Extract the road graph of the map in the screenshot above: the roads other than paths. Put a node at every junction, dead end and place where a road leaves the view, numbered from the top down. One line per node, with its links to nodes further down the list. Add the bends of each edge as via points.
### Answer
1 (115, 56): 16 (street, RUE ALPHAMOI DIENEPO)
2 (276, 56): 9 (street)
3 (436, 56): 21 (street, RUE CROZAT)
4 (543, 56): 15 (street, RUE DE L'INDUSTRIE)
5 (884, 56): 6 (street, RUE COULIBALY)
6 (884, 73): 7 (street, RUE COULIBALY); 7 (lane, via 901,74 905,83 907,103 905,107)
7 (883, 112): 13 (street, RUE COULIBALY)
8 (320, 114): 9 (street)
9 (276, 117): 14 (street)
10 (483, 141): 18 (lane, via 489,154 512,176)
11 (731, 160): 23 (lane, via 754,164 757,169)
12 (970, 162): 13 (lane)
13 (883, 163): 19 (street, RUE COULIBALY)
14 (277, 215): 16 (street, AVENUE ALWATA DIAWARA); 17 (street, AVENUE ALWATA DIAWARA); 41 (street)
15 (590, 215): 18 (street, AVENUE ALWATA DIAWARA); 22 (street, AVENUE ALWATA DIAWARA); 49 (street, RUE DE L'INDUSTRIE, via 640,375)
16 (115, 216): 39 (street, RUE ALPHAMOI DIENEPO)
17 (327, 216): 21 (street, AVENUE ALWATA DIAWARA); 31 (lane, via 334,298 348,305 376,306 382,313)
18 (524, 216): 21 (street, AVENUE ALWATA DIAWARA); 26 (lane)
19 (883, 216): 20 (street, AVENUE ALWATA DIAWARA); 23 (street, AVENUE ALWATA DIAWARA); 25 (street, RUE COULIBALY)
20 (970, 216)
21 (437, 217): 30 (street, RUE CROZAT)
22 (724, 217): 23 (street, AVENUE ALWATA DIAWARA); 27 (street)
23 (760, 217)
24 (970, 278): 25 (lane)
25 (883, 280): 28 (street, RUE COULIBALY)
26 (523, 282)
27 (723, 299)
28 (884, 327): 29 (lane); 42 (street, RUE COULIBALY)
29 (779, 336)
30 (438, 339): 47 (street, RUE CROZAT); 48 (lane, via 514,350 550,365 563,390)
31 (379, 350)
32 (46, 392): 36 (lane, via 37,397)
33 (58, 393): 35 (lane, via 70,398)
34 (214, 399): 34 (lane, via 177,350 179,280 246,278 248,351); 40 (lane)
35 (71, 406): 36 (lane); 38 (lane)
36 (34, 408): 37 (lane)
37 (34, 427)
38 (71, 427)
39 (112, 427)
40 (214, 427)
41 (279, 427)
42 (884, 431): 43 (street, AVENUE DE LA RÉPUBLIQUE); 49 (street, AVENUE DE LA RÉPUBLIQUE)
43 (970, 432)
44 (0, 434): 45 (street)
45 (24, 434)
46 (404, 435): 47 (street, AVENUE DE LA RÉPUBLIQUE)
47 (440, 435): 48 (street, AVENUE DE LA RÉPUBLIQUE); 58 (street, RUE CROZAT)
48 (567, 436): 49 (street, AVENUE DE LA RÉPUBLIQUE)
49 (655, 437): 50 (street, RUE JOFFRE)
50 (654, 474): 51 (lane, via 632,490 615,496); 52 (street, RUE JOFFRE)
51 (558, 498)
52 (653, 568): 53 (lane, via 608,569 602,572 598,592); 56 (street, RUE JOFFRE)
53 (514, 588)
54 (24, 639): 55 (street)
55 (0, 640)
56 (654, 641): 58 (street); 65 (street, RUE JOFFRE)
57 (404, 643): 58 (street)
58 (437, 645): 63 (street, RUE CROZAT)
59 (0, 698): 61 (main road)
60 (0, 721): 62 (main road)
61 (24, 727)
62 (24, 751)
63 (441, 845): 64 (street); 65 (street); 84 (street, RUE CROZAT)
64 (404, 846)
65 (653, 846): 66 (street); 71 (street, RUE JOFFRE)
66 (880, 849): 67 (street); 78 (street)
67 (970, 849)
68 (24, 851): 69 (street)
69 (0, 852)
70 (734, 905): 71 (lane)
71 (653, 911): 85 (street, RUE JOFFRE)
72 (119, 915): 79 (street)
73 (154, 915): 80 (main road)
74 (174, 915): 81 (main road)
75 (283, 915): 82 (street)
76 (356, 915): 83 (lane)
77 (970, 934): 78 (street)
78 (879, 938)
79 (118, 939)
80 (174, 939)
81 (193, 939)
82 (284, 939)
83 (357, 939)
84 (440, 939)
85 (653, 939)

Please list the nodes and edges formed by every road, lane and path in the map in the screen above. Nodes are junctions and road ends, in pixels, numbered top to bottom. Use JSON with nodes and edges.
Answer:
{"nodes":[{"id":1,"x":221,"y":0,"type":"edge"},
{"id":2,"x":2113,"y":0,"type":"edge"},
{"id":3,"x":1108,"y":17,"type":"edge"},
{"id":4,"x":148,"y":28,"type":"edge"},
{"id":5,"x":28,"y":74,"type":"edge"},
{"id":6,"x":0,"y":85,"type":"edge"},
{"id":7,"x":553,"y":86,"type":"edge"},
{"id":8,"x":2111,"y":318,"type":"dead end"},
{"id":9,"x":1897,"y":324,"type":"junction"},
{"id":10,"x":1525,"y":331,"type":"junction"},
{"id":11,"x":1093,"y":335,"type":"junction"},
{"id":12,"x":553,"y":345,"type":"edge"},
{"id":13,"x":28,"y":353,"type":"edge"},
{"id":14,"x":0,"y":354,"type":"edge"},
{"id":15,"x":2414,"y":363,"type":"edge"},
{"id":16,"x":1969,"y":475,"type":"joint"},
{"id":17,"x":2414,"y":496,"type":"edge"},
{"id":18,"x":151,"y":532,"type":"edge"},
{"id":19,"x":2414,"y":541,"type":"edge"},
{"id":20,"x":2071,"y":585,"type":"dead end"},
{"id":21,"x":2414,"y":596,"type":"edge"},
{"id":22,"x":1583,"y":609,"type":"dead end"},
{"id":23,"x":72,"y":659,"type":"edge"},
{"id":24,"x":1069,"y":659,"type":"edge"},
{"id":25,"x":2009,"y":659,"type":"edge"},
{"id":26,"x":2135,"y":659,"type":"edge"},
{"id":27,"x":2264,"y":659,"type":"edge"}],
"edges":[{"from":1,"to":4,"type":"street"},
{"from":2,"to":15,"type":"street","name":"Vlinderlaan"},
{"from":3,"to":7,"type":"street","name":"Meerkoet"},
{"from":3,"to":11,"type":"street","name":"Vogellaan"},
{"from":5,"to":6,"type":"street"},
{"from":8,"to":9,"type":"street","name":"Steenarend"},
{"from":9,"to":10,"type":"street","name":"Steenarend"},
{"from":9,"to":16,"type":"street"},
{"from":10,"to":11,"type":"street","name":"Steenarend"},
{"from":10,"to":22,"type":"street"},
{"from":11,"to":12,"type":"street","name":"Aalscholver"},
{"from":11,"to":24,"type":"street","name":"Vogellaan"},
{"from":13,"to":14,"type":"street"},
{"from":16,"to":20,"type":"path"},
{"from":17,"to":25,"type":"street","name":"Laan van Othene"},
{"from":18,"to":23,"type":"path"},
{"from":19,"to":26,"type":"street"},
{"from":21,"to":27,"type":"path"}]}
━━━━━━━━
Return all of the entries exactly as they were supplied.

Extract the road graph of the map in the screenshot above: the roads other than paths. Put a node at every junction, dead end and place where a road leaves the view, numbered from the top down. One line per node, with its links to nodes further down the list. Add the bends of each edge as via points.
### Answer
1 (115, 56): 16 (street, RUE ALPHAMOI DIENEPO)
2 (276, 56): 9 (street)
3 (436, 56): 21 (street, RUE CROZAT)
4 (543, 56): 15 (street, RUE DE L'INDUSTRIE)
5 (884, 56): 6 (street, RUE COULIBALY)
6 (884, 73): 7 (street, RUE COULIBALY); 7 (lane, via 901,74 905,83 907,103 905,107)
7 (883, 112): 13 (street, RUE COULIBALY)
8 (320, 114): 9 (street)
9 (276, 117): 14 (street)
10 (483, 141): 18 (lane, via 489,154 512,176)
11 (731, 160): 23 (lane, via 754,164 757,169)
12 (970, 162): 13 (lane)
13 (883, 163): 19 (street, RUE COULIBALY)
14 (277, 215): 16 (street, AVENUE ALWATA DIAWARA); 17 (street, AVENUE ALWATA DIAWARA); 41 (street)
15 (590, 215): 18 (street, AVENUE ALWATA DIAWARA); 22 (street, AVENUE ALWATA DIAWARA); 49 (street, RUE DE L'INDUSTRIE, via 640,375)
16 (115, 216): 39 (street, RUE ALPHAMOI DIENEPO)
17 (327, 216): 21 (street, AVENUE ALWATA DIAWARA); 31 (lane, via 334,298 348,305 376,306 382,313)
18 (524, 216): 21 (street, AVENUE ALWATA DIAWARA); 26 (lane)
19 (883, 216): 20 (street, AVENUE ALWATA DIAWARA); 23 (street, AVENUE ALWATA DIAWARA); 25 (street, RUE COULIBALY)
20 (970, 216)
21 (437, 217): 30 (street, RUE CROZAT)
22 (724, 217): 23 (street, AVENUE ALWATA DIAWARA); 27 (street)
23 (760, 217)
24 (970, 278): 25 (lane)
25 (883, 280): 28 (street, RUE COULIBALY)
26 (523, 282)
27 (723, 299)
28 (884, 327): 29 (lane); 42 (street, RUE COULIBALY)
29 (779, 336)
30 (438, 339): 47 (street, RUE CROZAT); 48 (lane, via 514,350 550,365 563,390)
31 (379, 350)
32 (46, 392): 36 (lane, via 37,397)
33 (58, 393): 35 (lane, via 70,398)
34 (214, 399): 34 (lane, via 177,350 179,280 246,278 248,351); 40 (lane)
35 (71, 406): 36 (lane); 38 (lane)
36 (34, 408): 37 (lane)
37 (34, 427)
38 (71, 427)
39 (112, 427)
40 (214, 427)
41 (279, 427)
42 (884, 431): 43 (street, AVENUE DE LA RÉPUBLIQUE); 49 (street, AVENUE DE LA RÉPUBLIQUE)
43 (970, 432)
44 (0, 434): 45 (street)
45 (24, 434)
46 (404, 435): 47 (street, AVENUE DE LA RÉPUBLIQUE)
47 (440, 435): 48 (street, AVENUE DE LA RÉPUBLIQUE); 58 (street, RUE CROZAT)
48 (567, 436): 49 (street, AVENUE DE LA RÉPUBLIQUE)
49 (655, 437): 50 (street, RUE JOFFRE)
50 (654, 474): 51 (lane, via 632,490 615,496); 52 (street, RUE JOFFRE)
51 (558, 498)
52 (653, 568): 53 (lane, via 608,569 602,572 598,592); 56 (street, RUE JOFFRE)
53 (514, 588)
54 (24, 639): 55 (street)
55 (0, 640)
56 (654, 641): 58 (street); 65 (street, RUE JOFFRE)
57 (404, 643): 58 (street)
58 (437, 645): 63 (street, RUE CROZAT)
59 (0, 698): 61 (main road)
60 (0, 721): 62 (main road)
61 (24, 727)
62 (24, 751)
63 (441, 845): 64 (street); 65 (street); 84 (street, RUE CROZAT)
64 (404, 846)
65 (653, 846): 66 (street); 71 (street, RUE JOFFRE)
66 (880, 849): 67 (street); 78 (street)
67 (970, 849)
68 (24, 851): 69 (street)
69 (0, 852)
70 (734, 905): 71 (lane)
71 (653, 911): 85 (street, RUE JOFFRE)
72 (119, 915): 79 (street)
73 (154, 915): 80 (main road)
74 (174, 915): 81 (main road)
75 (283, 915): 82 (street)
76 (356, 915): 83 (lane)
77 (970, 934): 78 (street)
78 (879, 938)
79 (118, 939)
80 (174, 939)
81 (193, 939)
82 (284, 939)
83 (357, 939)
84 (440, 939)
85 (653, 939)

Please list the nodes and edges formed by every road, lane and path in the map in the screen above. Nodes are junctions and road ends, in pixels, numbered top to bottom. Use JSON with nodes and edges.
Answer:
{"nodes":[{"id":1,"x":221,"y":0,"type":"edge"},
{"id":2,"x":2113,"y":0,"type":"edge"},
{"id":3,"x":1108,"y":17,"type":"edge"},
{"id":4,"x":148,"y":28,"type":"edge"},
{"id":5,"x":28,"y":74,"type":"edge"},
{"id":6,"x":0,"y":85,"type":"edge"},
{"id":7,"x":553,"y":86,"type":"edge"},
{"id":8,"x":2111,"y":318,"type":"dead end"},
{"id":9,"x":1897,"y":324,"type":"junction"},
{"id":10,"x":1525,"y":331,"type":"junction"},
{"id":11,"x":1093,"y":335,"type":"junction"},
{"id":12,"x":553,"y":345,"type":"edge"},
{"id":13,"x":28,"y":353,"type":"edge"},
{"id":14,"x":0,"y":354,"type":"edge"},
{"id":15,"x":2414,"y":363,"type":"edge"},
{"id":16,"x":1969,"y":475,"type":"joint"},
{"id":17,"x":2414,"y":496,"type":"edge"},
{"id":18,"x":151,"y":532,"type":"edge"},
{"id":19,"x":2414,"y":541,"type":"edge"},
{"id":20,"x":2071,"y":585,"type":"dead end"},
{"id":21,"x":2414,"y":596,"type":"edge"},
{"id":22,"x":1583,"y":609,"type":"dead end"},
{"id":23,"x":72,"y":659,"type":"edge"},
{"id":24,"x":1069,"y":659,"type":"edge"},
{"id":25,"x":2009,"y":659,"type":"edge"},
{"id":26,"x":2135,"y":659,"type":"edge"},
{"id":27,"x":2264,"y":659,"type":"edge"}],
"edges":[{"from":1,"to":4,"type":"street"},
{"from":2,"to":15,"type":"street","name":"Vlinderlaan"},
{"from":3,"to":7,"type":"street","name":"Meerkoet"},
{"from":3,"to":11,"type":"street","name":"Vogellaan"},
{"from":5,"to":6,"type":"street"},
{"from":8,"to":9,"type":"street","name":"Steenarend"},
{"from":9,"to":10,"type":"street","name":"Steenarend"},
{"from":9,"to":16,"type":"street"},
{"from":10,"to":11,"type":"street","name":"Steenarend"},
{"from":10,"to":22,"type":"street"},
{"from":11,"to":12,"type":"street","name":"Aalscholver"},
{"from":11,"to":24,"type":"street","name":"Vogellaan"},
{"from":13,"to":14,"type":"street"},
{"from":16,"to":20,"type":"path"},
{"from":17,"to":25,"type":"street","name":"Laan van Othene"},
{"from":18,"to":23,"type":"path"},
{"from":19,"to":26,"type":"street"},
{"from":21,"to":27,"type":"path"}]}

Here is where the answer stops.